13.4 Post-termination deletion window. After the chosen return/deletion is completed, ScrambleSync will delete remaining copies within a commercially reasonable period, typically within 30 days, except for data ScrambleSync is legally required to retain or that remains in routine backups until those backups expire on their normal cycle (after which it is overwritten).
13.5 Backups. Personal Data persisting in backups is isolated from active processing, subject to the same TOMs, and overwritten/expired on the normal backup rotation.
14. Liability
14.1 Cap. Each party's liability arising out of or related to this DPA, whether in contract, tort, or otherwise, is subject to the limitations and exclusions of liability set out in the Principal Agreement, and any reference there to the liability of a party means the aggregate liability of that party under both the Principal Agreement and this DPA combined.
14.2 Allocation. As between the parties, liability for damage caused by processing is allocated according to each party's responsibility for the event giving rise to the damage. ScrambleSync is liable only for damage caused by processing where it has not complied with obligations specifically directed to processors under Applicable Data Protection Law, or where it acted outside or contrary to the Customer's lawful Documented Instructions.
14.3 No new heads of liability.
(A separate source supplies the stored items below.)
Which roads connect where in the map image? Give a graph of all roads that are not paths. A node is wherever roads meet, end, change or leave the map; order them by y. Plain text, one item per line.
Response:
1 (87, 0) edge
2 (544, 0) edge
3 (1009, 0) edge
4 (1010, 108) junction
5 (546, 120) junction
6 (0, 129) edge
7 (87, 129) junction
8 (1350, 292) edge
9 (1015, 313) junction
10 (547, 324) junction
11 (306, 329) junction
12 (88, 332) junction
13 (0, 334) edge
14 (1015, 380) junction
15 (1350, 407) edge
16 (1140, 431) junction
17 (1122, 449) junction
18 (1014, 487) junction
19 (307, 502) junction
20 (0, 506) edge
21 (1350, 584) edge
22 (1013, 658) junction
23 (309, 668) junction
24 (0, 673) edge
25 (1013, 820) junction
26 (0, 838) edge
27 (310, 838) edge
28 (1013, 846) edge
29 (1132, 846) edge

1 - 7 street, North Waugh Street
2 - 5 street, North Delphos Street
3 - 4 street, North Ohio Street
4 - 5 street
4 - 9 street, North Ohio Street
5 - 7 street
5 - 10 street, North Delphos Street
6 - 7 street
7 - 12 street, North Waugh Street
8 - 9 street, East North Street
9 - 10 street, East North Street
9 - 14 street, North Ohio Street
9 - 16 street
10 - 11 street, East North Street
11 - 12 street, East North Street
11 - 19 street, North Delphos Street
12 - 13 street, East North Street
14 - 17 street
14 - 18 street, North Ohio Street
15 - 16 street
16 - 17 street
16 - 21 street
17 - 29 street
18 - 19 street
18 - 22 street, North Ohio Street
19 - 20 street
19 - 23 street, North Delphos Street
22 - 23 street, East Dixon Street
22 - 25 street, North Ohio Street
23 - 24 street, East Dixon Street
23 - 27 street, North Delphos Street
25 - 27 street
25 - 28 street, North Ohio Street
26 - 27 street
Nothing in this DPA creates additional categories of liability beyond those agreed in the Principal Agreement, except where Applicable Data Protection Law (including the SCCs) mandates otherwise, in which case the mandatory provisions prevail.
14.4 SCC liability. Where the SCCs apply, the liability provisions of the SCCs govern claims by Data Subjects as third-party beneficiaries to the extent required by law, notwithstanding the cap in 14.1.
15. Governing Law
15.1 Governing law. This DPA is governed by the same governing law and subject to the same jurisdiction and venue as the Principal Agreement, except where Applicable Data Protection Law or the SCCs require a specific governing law or forum, in which case those mandatory requirements prevail for the matters they cover.
15.2 SCC interaction. Where the EU SCCs apply, the governing law and forum for the SCCs are those specified in the SCCs (typically an EU Member State), and nothing in this Section overrides those mandatory choices. For the UK Addendum, UK law and courts govern as required.
15.3 Order of precedence. In the event of conflict, the order of precedence is: (1) the SCCs / mandatory Applicable Data Protection Law, (2) this DPA, (3) the Principal Agreement.
16. Requesting a Signed Copy
To request a counter-signed copy of this DPA, the incorporated Standard Contractual Clauses, or ScrambleSync's current Sub-processor list and security documentation, contact:
- Email: [email protected]
- Subject line: "DPA Request — [Your Organization Name]"
- Processor legal entity: Coyote Valley Technology Solutions, LLC (a Utah limited liability company), 9011 N Clubhouse Lane, Eagle Mountain, UT 84005, USA
Please include the legal entity name, the email associated with your ScrambleSync account, and the jurisdiction(s) relevant to your processing so the correct transfer mechanism and module of the SCCs can be selected. ScrambleSync will respond and, where appropriate, return a counter-signed copy within a reasonable period.